Mit der Änderung könne «zumindest teilweise vermieden werden, dass die Bevölkerung mit Plakatwerbung konfrontiert wird, die überwiegend Frauen als käufliche Sexobjekte darstellt und dadurch zu diskriminierenden Geschlechter- und Rollenstereotypen beiträgt», begründet die Regierung ihren Beschluss.

Landesweit ist das Anbieten von sexuellen Dienstleistungen wie Prostitution oder «Escort-Dienste» erlaubt. Der Grossrats-Anzug erregte sich über das Aufhängen grosser Plakate einschlägiger Etablissements im Kanton, die sich so «an ein grosses Publikum wenden». Kinder würden so ungefragt mit dem Thema konfrontiert.

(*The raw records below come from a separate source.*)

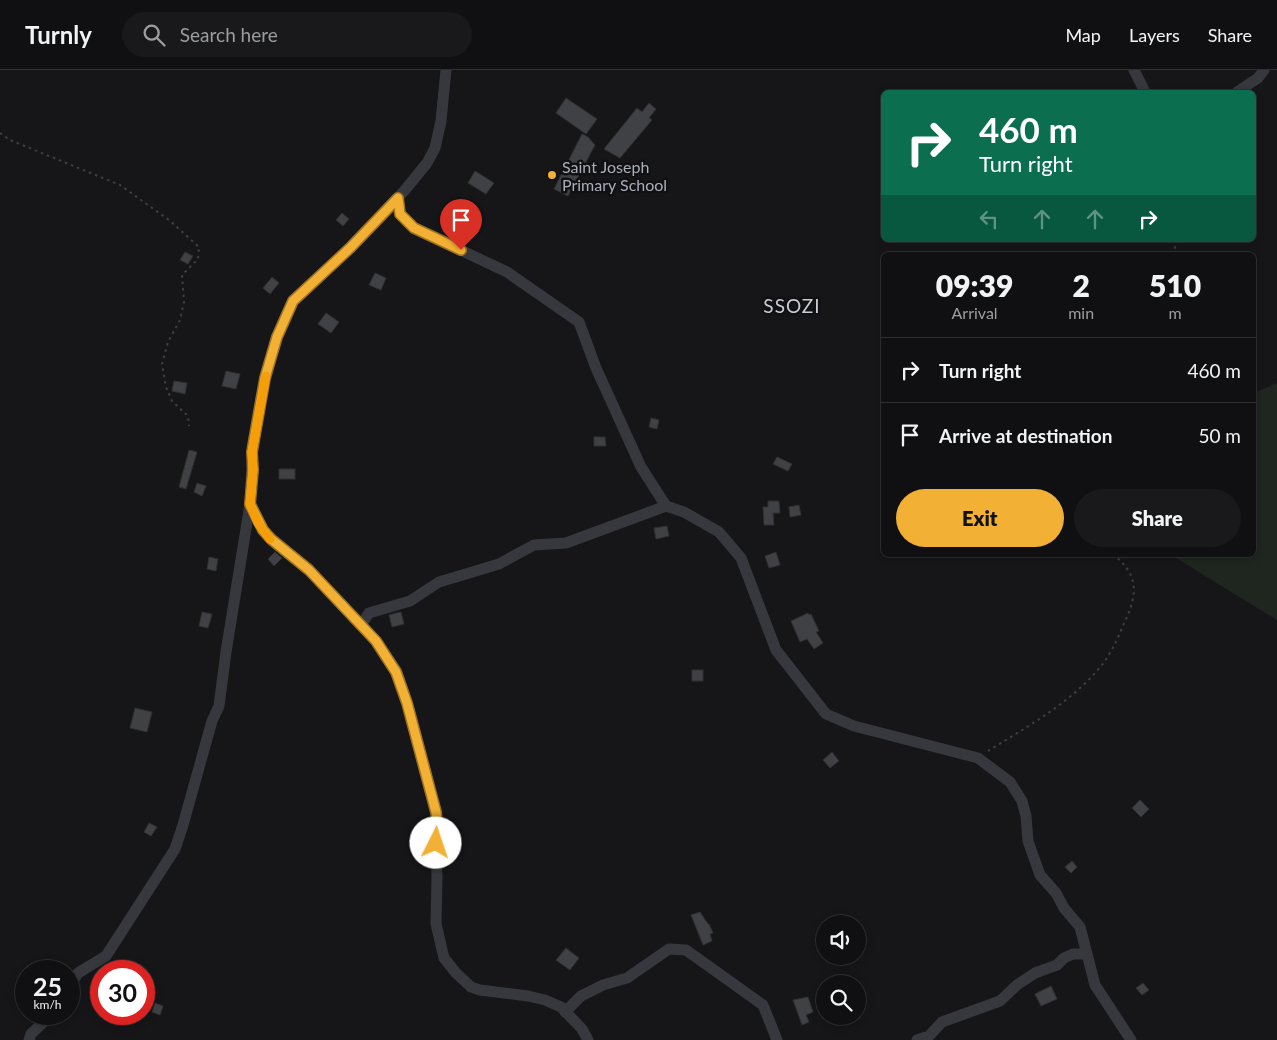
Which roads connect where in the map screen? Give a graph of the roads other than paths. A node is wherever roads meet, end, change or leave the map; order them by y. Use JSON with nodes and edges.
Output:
{"nodes":[{"id":1,"x":446,"y":70,"type":"edge"},
{"id":2,"x":1134,"y":70,"type":"edge"},
{"id":3,"x":1264,"y":70,"type":"edge"},
{"id":4,"x":1144,"y":90,"type":"edge"},
{"id":5,"x":1241,"y":90,"type":"edge"},
{"id":6,"x":398,"y":198,"type":"junction"},
{"id":7,"x":250,"y":504,"type":"junction"},
{"id":8,"x":666,"y":506,"type":"junction"},
{"id":9,"x":360,"y":624,"type":"junction"},
{"id":10,"x":1087,"y":954,"type":"junction"},
{"id":11,"x":80,"y":972,"type":"edge"},
{"id":12,"x":565,"y":1012,"type":"junction"},
{"id":13,"x":40,"y":1025,"type":"edge"},
{"id":14,"x":29,"y":1040,"type":"edge"},
{"id":15,"x":588,"y":1040,"type":"edge"},
{"id":16,"x":777,"y":1040,"type":"edge"},
{"id":17,"x":917,"y":1040,"type":"edge"},
{"id":18,"x":1131,"y":1040,"type":"edge"}],
"edges":[{"from":1,"to":6,"type":"street"},
{"from":2,"to":4,"type":"street"},
{"from":3,"to":5,"type":"street"},
{"from":6,"to":7,"type":"street"},
{"from":6,"to":8,"type":"street"},
{"from":7,"to":9,"type":"street"},
{"from":7,"to":11,"type":"street"},
{"from":8,"to":9,"type":"street"},
{"from":8,"to":10,"type":"street"},
{"from":9,"to":12,"type":"street"},
{"from":10,"to":17,"type":"street"},
{"from":10,"to":18,"type":"street"},
{"from":12,"to":15,"type":"street"},
{"from":12,"to":16,"type":"street"},
{"from":13,"to":14,"type":"street"}]}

Plakate auf Privatgrund unbehelligt

Die Verordnung betrifft nur Plakate, die auf öffentlichem Grund aufgehängt werden; für Plakatflächen auf privatem Boden und Wänden gilt sie nicht. Rund zwei Drittel aller Plakatwände im Kanton Basel- Stadt sind derzeit auf Allmend, ein Drittel auf Privatgrund.

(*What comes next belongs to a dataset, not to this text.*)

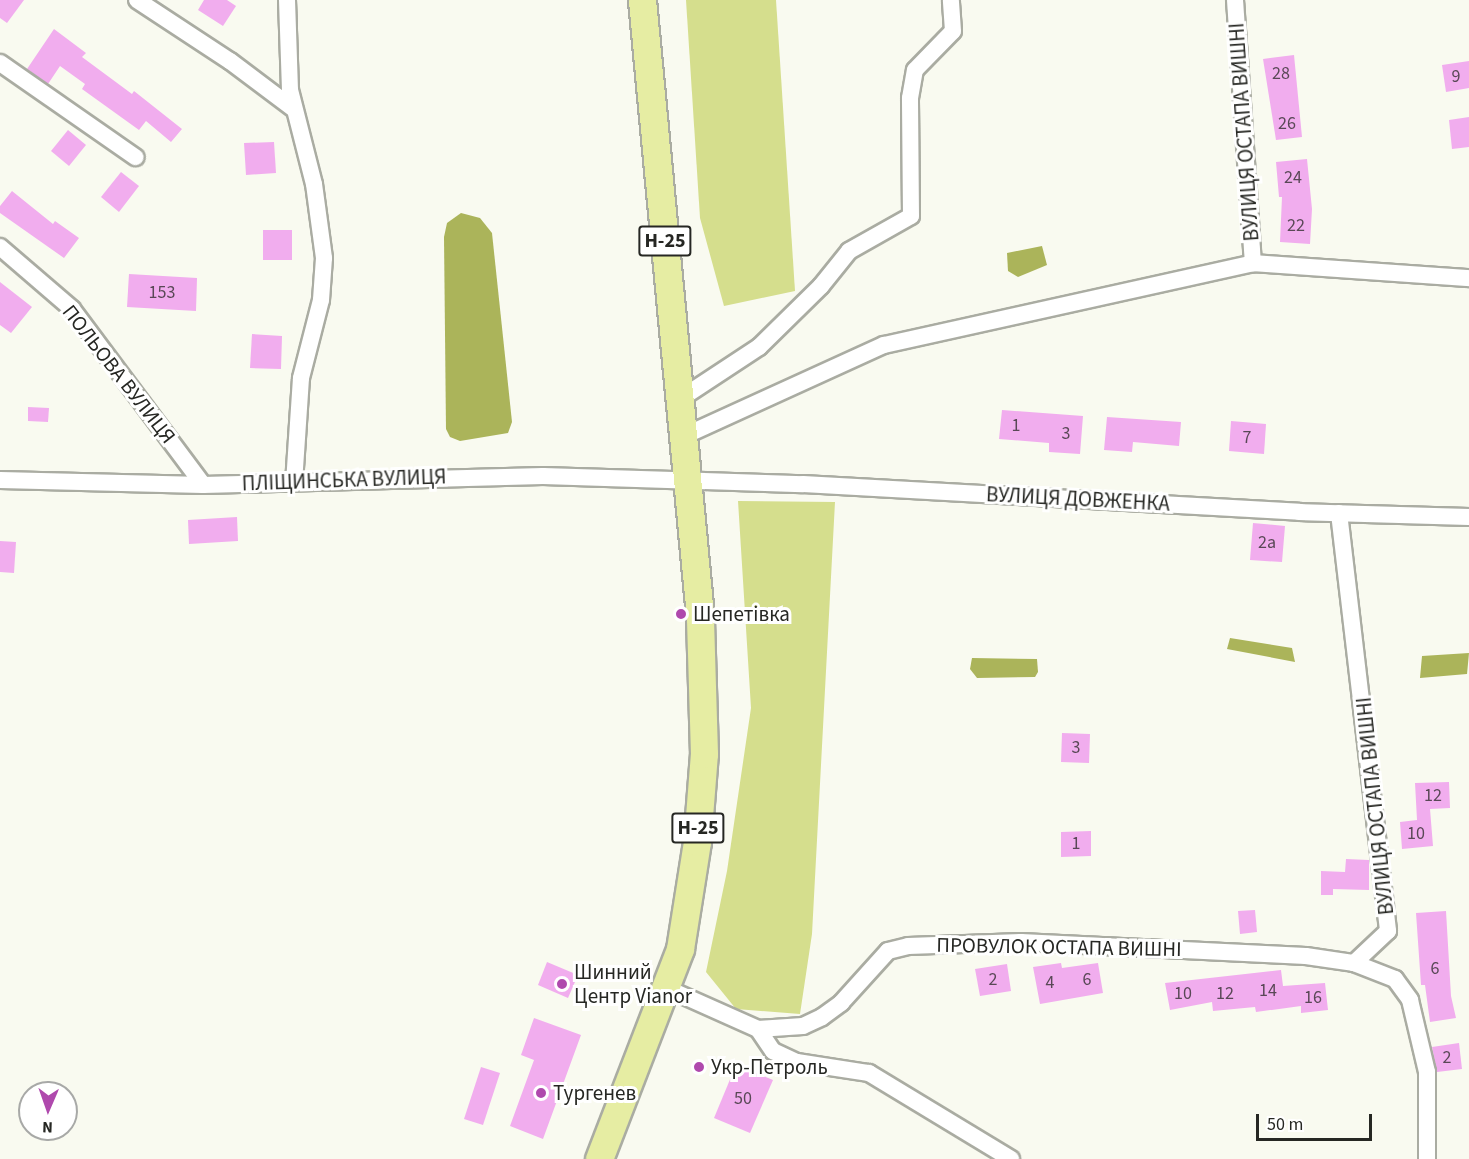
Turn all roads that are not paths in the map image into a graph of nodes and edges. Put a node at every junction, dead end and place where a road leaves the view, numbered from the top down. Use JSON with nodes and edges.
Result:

2010 waren laut der Allmendverwaltung Bordell-Plakatsujets auf Basler Allmend «an einer Hand abzuzählen» - zuvor indes gar noch seltener gewesen. Von den einzelnen Sujets hängt die für die Allmendplakate konzessionierte Allgemeine Plakatgesellschaft (APG) jeweils Plakate an etwa einem Dutzend bis vielleicht dreissig Standorten auf.

Die meisten Plakate hänge die APG «in Eigenkompetenz» auf, hiess es bei der Allmendverwaltung weiter. Bordellplakate würden nicht gerade neben Schulhäuser gehängt. Die APG lege Sujets nur dann den Behörden zur Prüfung vor, wenn sie Zweifel an der Zulässigkeit hegt. Der Kanton habe auch schon unzulässige Sujets zurückgewiesen.